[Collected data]
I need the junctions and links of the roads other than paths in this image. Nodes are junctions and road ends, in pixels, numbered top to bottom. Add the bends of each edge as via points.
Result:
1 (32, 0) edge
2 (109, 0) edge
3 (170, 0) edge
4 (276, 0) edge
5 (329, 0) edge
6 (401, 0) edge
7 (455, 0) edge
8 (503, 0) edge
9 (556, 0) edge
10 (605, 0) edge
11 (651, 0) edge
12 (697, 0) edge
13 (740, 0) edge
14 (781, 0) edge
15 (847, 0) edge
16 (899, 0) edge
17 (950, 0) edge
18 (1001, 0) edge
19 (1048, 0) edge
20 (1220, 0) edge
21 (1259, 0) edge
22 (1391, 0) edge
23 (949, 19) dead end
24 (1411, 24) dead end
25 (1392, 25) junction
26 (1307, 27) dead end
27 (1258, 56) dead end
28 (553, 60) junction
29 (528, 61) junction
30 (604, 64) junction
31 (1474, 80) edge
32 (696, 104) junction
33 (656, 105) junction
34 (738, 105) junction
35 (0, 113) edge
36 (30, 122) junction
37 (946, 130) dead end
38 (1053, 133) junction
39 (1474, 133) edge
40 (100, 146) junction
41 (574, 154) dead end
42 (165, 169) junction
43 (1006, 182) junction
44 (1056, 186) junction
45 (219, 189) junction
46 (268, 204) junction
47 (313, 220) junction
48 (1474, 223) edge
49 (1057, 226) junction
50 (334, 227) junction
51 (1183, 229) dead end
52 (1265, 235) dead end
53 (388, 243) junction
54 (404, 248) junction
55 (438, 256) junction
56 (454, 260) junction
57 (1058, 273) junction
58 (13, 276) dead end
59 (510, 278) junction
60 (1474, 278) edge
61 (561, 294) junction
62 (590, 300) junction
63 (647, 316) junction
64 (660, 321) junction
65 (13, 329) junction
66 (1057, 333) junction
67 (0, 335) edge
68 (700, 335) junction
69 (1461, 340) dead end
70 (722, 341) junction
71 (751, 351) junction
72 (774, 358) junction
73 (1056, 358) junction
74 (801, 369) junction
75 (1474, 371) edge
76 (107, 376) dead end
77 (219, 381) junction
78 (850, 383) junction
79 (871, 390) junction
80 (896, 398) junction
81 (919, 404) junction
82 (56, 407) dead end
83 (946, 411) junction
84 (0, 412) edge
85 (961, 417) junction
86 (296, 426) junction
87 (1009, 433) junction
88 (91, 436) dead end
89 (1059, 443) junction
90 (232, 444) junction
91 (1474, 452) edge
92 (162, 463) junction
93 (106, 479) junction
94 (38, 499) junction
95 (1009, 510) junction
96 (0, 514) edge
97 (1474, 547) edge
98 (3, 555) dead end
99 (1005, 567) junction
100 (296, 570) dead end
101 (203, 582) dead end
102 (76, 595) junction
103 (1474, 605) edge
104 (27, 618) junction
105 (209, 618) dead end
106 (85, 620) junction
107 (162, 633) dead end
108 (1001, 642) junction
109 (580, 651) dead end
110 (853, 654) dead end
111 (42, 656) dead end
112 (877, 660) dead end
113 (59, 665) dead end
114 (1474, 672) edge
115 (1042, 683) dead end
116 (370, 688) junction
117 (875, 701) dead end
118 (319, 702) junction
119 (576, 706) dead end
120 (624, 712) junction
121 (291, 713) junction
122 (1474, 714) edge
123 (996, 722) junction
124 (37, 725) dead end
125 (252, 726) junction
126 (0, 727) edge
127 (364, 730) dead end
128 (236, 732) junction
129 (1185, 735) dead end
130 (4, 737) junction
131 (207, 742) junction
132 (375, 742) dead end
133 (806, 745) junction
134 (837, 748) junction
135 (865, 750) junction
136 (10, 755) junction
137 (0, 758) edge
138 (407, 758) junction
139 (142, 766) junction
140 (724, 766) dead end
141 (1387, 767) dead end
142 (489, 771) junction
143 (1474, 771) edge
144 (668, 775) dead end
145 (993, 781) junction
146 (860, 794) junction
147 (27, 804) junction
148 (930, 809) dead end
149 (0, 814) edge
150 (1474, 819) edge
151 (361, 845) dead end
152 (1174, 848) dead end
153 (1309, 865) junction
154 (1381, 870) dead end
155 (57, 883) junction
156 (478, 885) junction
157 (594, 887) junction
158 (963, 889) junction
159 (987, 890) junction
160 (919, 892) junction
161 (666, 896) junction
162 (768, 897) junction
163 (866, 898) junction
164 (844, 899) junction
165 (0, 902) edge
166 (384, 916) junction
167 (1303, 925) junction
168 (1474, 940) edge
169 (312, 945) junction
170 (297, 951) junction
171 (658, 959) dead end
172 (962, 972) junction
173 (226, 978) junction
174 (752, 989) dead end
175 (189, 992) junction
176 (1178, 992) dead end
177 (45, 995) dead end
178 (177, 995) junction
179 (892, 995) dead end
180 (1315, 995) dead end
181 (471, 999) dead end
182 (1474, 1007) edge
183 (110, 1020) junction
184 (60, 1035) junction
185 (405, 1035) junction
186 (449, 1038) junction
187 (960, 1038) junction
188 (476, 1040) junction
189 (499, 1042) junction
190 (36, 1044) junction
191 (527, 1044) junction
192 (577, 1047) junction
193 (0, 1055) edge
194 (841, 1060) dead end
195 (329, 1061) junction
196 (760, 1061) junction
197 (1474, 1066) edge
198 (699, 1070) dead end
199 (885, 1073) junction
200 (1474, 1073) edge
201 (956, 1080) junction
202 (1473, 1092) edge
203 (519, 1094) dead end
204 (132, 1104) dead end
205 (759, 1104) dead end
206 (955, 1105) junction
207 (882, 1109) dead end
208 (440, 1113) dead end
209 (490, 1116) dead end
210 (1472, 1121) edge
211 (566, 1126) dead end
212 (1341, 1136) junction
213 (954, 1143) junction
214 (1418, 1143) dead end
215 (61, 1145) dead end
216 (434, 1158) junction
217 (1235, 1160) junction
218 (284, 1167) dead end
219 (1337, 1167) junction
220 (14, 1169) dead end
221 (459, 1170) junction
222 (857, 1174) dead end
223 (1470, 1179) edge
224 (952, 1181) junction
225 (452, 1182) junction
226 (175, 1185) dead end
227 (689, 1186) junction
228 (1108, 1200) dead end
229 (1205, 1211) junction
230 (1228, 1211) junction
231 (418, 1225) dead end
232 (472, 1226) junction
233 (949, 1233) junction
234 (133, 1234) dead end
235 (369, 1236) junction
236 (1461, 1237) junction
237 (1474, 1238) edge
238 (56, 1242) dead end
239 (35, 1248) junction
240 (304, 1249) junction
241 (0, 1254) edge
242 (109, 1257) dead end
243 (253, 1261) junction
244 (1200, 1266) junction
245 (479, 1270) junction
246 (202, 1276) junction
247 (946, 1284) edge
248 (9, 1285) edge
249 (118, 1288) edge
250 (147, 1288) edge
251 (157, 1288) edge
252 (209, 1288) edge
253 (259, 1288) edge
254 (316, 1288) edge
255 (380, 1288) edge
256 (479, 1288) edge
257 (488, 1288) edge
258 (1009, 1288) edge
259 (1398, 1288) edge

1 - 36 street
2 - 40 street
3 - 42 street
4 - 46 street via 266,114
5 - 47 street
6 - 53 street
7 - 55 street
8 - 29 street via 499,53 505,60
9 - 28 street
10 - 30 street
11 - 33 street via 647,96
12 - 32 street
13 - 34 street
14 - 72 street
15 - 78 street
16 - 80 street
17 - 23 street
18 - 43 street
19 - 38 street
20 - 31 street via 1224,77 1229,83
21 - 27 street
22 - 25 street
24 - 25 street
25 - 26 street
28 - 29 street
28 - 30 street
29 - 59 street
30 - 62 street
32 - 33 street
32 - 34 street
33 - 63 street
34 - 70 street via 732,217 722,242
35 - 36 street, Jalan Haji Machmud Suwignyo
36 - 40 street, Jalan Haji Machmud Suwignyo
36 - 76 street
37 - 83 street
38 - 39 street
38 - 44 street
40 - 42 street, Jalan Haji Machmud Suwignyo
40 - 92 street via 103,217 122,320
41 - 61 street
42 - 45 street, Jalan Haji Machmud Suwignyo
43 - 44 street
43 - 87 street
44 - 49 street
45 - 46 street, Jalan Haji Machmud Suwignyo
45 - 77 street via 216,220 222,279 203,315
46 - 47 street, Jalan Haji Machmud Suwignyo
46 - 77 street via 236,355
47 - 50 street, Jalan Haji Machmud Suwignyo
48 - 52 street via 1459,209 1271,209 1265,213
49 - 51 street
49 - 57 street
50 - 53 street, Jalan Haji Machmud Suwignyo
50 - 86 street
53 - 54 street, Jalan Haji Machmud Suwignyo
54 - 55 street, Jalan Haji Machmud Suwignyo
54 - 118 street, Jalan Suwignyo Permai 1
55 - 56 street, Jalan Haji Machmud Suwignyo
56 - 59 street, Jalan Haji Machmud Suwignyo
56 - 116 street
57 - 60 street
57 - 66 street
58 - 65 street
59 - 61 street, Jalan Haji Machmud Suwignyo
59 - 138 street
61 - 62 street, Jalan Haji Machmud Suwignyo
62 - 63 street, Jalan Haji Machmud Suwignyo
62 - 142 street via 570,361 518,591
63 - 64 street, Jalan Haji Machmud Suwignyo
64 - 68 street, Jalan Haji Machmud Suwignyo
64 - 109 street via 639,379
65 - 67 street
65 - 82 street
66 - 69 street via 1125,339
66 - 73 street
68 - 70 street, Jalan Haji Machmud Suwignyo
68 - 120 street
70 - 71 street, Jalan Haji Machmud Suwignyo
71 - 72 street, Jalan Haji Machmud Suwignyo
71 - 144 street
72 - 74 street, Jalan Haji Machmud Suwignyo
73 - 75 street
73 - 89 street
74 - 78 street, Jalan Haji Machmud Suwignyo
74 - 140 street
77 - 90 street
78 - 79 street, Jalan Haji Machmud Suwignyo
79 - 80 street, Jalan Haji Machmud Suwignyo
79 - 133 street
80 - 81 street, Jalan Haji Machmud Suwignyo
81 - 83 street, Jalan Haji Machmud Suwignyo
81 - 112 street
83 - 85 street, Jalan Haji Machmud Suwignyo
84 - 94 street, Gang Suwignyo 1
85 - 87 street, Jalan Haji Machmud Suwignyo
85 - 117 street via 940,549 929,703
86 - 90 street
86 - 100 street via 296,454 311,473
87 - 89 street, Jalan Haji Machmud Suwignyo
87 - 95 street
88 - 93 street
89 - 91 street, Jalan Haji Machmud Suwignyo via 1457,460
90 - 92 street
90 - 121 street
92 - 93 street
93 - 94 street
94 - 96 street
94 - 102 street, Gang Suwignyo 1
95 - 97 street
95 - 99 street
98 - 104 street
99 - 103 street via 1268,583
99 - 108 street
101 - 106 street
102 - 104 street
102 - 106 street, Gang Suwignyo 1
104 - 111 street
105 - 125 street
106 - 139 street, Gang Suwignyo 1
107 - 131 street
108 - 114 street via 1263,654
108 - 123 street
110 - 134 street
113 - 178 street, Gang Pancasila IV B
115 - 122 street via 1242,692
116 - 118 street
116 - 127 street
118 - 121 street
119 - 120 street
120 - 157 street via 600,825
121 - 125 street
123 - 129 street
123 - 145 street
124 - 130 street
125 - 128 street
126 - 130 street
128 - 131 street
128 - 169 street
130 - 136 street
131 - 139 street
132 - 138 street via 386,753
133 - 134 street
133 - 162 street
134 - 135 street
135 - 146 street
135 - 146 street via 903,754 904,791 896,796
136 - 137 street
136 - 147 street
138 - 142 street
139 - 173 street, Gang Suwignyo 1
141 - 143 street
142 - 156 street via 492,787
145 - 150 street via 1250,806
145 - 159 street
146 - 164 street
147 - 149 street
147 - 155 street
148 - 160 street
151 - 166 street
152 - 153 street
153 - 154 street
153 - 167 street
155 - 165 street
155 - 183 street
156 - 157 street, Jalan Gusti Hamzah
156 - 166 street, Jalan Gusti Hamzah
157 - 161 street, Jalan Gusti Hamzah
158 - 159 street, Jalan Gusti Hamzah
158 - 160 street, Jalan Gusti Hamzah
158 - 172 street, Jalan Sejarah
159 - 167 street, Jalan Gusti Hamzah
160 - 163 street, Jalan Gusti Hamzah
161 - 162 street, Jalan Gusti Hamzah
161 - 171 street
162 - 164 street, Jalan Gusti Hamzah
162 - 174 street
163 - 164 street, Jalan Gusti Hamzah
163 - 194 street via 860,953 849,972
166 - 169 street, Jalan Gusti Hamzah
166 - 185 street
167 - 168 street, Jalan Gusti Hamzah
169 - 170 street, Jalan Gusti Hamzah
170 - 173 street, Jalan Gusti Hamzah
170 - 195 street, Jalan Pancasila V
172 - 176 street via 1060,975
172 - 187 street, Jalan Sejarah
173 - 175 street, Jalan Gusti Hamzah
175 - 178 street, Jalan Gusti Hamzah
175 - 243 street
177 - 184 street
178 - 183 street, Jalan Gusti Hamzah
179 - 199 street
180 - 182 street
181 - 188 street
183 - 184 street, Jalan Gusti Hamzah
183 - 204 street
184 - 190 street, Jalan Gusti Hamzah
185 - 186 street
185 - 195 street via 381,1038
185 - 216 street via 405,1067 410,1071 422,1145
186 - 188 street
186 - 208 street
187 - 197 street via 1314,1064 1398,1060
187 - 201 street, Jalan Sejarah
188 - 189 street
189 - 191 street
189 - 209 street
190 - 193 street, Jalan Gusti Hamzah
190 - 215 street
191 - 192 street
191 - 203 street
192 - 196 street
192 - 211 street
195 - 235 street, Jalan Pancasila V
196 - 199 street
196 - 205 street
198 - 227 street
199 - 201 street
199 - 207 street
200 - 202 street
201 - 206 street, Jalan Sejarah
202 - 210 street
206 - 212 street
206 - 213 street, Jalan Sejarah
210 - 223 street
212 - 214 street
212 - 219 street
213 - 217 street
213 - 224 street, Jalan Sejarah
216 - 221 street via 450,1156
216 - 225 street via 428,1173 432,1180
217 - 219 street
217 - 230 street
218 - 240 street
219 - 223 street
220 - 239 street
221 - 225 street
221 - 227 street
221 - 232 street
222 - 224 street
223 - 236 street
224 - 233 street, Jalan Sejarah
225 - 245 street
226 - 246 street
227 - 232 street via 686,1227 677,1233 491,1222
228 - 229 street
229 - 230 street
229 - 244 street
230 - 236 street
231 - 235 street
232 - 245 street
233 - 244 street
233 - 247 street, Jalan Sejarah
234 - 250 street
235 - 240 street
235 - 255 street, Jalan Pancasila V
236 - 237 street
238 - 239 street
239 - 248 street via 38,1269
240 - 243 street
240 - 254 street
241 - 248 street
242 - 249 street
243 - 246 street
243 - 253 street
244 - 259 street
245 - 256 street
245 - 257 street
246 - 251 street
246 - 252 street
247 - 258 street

* **What you should do**: Search the records above for the string "Gang" and copy each line that holds it.

* **Solved exercise**:
84 - 94 street, Gang Suwignyo 1
94 - 102 street, Gang Suwignyo 1
102 - 106 street, Gang Suwignyo 1
106 - 139 street, Gang Suwignyo 1
113 - 178 street, Gang Pancasila IV B
139 - 173 street, Gang Suwignyo 1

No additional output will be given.